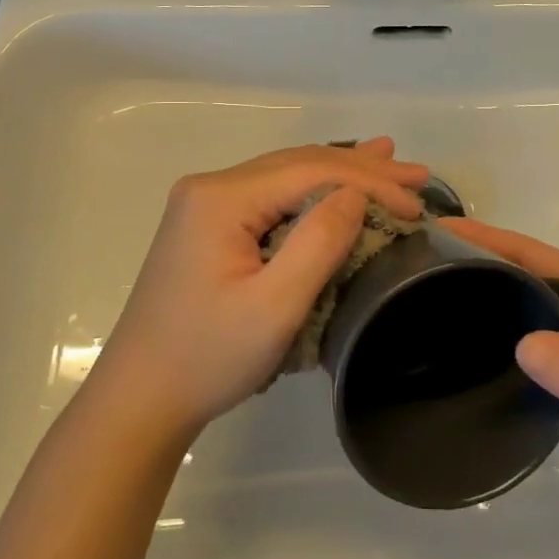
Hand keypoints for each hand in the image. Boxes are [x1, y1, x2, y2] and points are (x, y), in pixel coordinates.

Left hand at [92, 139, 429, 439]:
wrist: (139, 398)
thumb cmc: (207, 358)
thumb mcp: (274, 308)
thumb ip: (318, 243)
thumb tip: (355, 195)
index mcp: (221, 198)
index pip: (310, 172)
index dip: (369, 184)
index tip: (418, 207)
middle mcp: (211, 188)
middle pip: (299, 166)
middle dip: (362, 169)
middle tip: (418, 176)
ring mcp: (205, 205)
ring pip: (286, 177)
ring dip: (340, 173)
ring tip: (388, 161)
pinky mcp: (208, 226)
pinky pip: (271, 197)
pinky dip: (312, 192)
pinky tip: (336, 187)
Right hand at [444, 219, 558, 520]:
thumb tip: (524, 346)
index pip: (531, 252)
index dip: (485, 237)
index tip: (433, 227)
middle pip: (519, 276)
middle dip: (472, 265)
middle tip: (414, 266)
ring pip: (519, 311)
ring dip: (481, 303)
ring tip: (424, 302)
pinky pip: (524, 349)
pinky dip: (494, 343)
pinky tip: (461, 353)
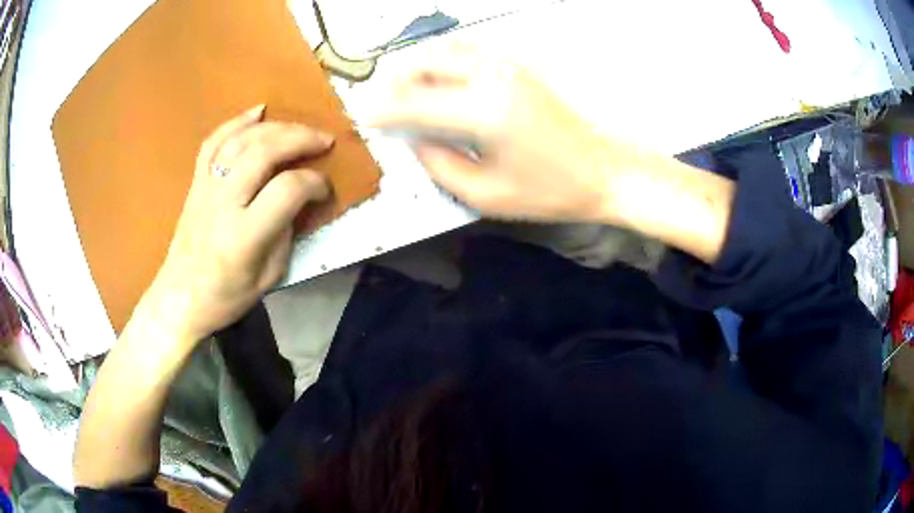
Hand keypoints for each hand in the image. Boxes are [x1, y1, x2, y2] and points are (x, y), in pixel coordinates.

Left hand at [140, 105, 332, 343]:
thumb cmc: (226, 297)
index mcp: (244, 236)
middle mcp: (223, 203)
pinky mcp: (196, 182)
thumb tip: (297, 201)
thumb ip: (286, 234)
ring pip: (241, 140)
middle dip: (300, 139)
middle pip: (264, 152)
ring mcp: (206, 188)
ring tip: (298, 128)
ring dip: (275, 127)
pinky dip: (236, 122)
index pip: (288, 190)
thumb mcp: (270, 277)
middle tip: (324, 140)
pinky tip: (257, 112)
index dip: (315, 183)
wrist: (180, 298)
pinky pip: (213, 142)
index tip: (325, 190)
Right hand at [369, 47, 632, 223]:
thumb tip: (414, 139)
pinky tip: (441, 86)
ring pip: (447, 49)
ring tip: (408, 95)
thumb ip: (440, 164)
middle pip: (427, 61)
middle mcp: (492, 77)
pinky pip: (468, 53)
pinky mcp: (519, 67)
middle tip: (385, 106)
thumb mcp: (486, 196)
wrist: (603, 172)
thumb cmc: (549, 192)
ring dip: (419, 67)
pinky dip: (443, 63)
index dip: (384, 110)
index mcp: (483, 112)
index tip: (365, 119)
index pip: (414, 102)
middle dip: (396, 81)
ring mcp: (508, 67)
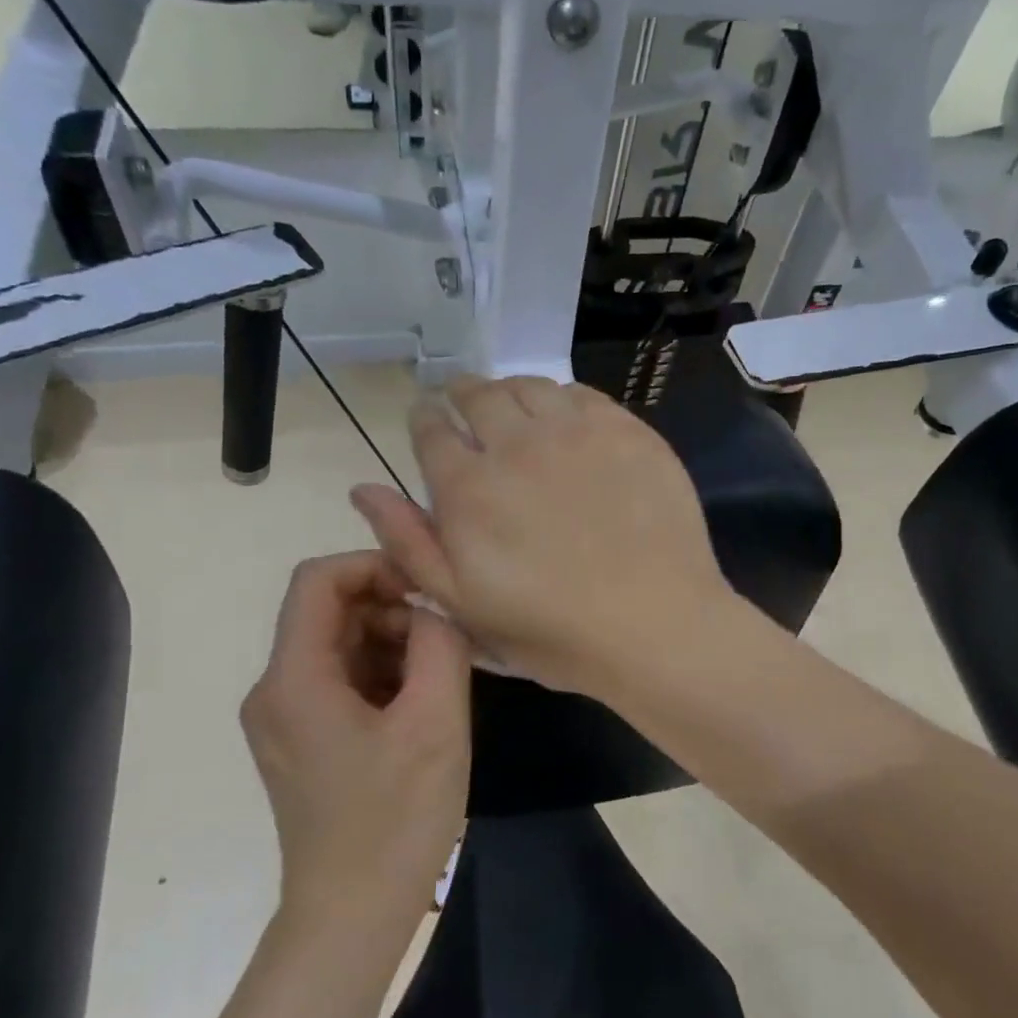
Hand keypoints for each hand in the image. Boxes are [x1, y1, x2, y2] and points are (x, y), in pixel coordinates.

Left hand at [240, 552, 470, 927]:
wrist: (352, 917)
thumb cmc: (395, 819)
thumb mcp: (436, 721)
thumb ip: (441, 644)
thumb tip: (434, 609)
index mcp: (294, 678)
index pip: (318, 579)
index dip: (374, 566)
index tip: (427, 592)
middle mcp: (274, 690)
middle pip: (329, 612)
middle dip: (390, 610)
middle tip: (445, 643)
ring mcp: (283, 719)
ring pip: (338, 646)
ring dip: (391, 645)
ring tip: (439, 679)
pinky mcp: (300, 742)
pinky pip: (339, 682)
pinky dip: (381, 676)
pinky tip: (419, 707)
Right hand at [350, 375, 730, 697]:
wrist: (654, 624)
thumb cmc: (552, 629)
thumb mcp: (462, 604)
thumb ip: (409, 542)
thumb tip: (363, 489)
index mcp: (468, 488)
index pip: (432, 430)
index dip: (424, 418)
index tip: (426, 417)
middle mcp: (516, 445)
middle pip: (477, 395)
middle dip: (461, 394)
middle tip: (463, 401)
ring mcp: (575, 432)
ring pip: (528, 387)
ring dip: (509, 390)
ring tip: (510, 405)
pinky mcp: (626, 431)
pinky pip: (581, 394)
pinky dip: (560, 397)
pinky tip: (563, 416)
--------
→ **Problem statement**
Print the material above once more, exactly. No pictures belong in it.

→ **Answer box**
Hand keypoints for each hand in the image. Boxes are [x1, y1, x2, y2] and points are (x, y), in pixel coordinates.

Left hand at [92, 139, 429, 439]:
wrist: (139, 398)
thumb cmc: (207, 358)
thumb mcp: (274, 308)
thumb ip: (318, 243)
thumb tip: (355, 195)
index mcp: (221, 198)
index pip: (310, 172)
index dip: (369, 184)
index tip: (418, 207)
middle mcp: (211, 188)
middle pip: (299, 166)
middle dip: (362, 169)
middle tip: (418, 176)
ring mcp: (205, 205)
ring pip: (286, 177)
ring dip: (340, 173)
ring tip: (388, 161)
pinky mcp: (208, 226)
pinky pip: (271, 197)
pinky dip: (312, 192)
pinky tip: (336, 187)
Right hand at [444, 219, 558, 520]:
thumb tip: (524, 346)
index pip: (531, 252)
index dip: (485, 237)
index tip: (433, 227)
middle pip: (519, 276)
middle dip: (472, 265)
middle tip: (414, 266)
ring pip: (519, 311)
ring dip: (481, 303)
ring tip: (424, 302)
pinky pip: (524, 349)
pinky dip: (494, 343)
pinky tip: (461, 353)
Hand keypoints for each hand in the image. Boxes are [x1, y1, x2, y2] and points are (x, y), in pixel coordinates.

Left hand at [140, 105, 332, 343]:
thumb cmc: (226, 297)
index mcp: (244, 236)
middle mcp: (223, 203)
pinky mcp: (196, 182)
thumb tip: (297, 201)
thumb ip: (286, 234)
ring pip: (241, 140)
middle dip: (300, 139)
middle pip: (264, 152)
ring mcp: (206, 188)
ring tip: (298, 128)
ring dip: (275, 127)
pinky dip: (236, 122)
index pip: (288, 190)
thumb mcp: (270, 277)
middle tip: (324, 140)
pinky tip: (257, 112)
index dip: (315, 183)
wrist: (180, 298)
pinky pip: (213, 142)
index tip: (325, 190)
Right hand at [369, 47, 632, 223]:
thumb tip: (414, 139)
pinky tip: (441, 86)
ring pip: (447, 49)
ring tip: (408, 95)
thumb ip: (440, 164)
middle pip: (427, 61)
middle mcp: (492, 77)
pinky pip: (468, 53)
pinky mcp: (519, 67)
middle tip: (385, 106)
thumb mcp: (486, 196)
wrist: (603, 172)
thumb cmc: (549, 192)
ring dip: (419, 67)
pinky dip: (443, 63)
index dip: (384, 110)
index mcp: (483, 112)
index tip: (365, 119)
index pip: (414, 102)
middle dip: (396, 81)
ring mcp: (508, 67)
Hand keypoints for each hand in the image. Boxes are [x1, y1, x2, y2] and points are (x, y), in pixel coordinates.

Left hand at [240, 552, 470, 927]:
wrist: (352, 917)
thumb cmc: (395, 819)
thumb mcp: (436, 721)
thumb ip: (441, 644)
thumb tip: (434, 609)
index mcp: (294, 678)
index pip: (318, 579)
index dip: (374, 566)
index tip: (427, 592)
middle mcp: (274, 690)
middle pip: (329, 612)
middle dip: (390, 610)
middle tip: (445, 643)
ring mcp: (283, 719)
ring pip: (338, 646)
ring dip: (391, 645)
ring tip: (439, 679)
pinky mcp: (300, 742)
pinky pip: (339, 682)
pinky dip: (381, 676)
pinky tip: (419, 707)
Right hand at [350, 375, 730, 697]:
wrist: (654, 624)
thumb cmc: (552, 629)
thumb mcp: (462, 604)
thumb ip: (409, 542)
thumb tip: (363, 489)
index mcp: (468, 488)
index pip: (432, 430)
index dip: (424, 418)
index tip: (426, 417)
middle mcp: (516, 445)
middle pip: (477, 395)
middle dip: (461, 394)
middle tip: (463, 401)
ring mcp: (575, 432)
ring pip: (528, 387)
ring dip: (509, 390)
ring tip: (510, 405)
pinky mcp: (626, 431)
pinky pip: (581, 394)
pinky dip: (560, 397)
pinky tip: (563, 416)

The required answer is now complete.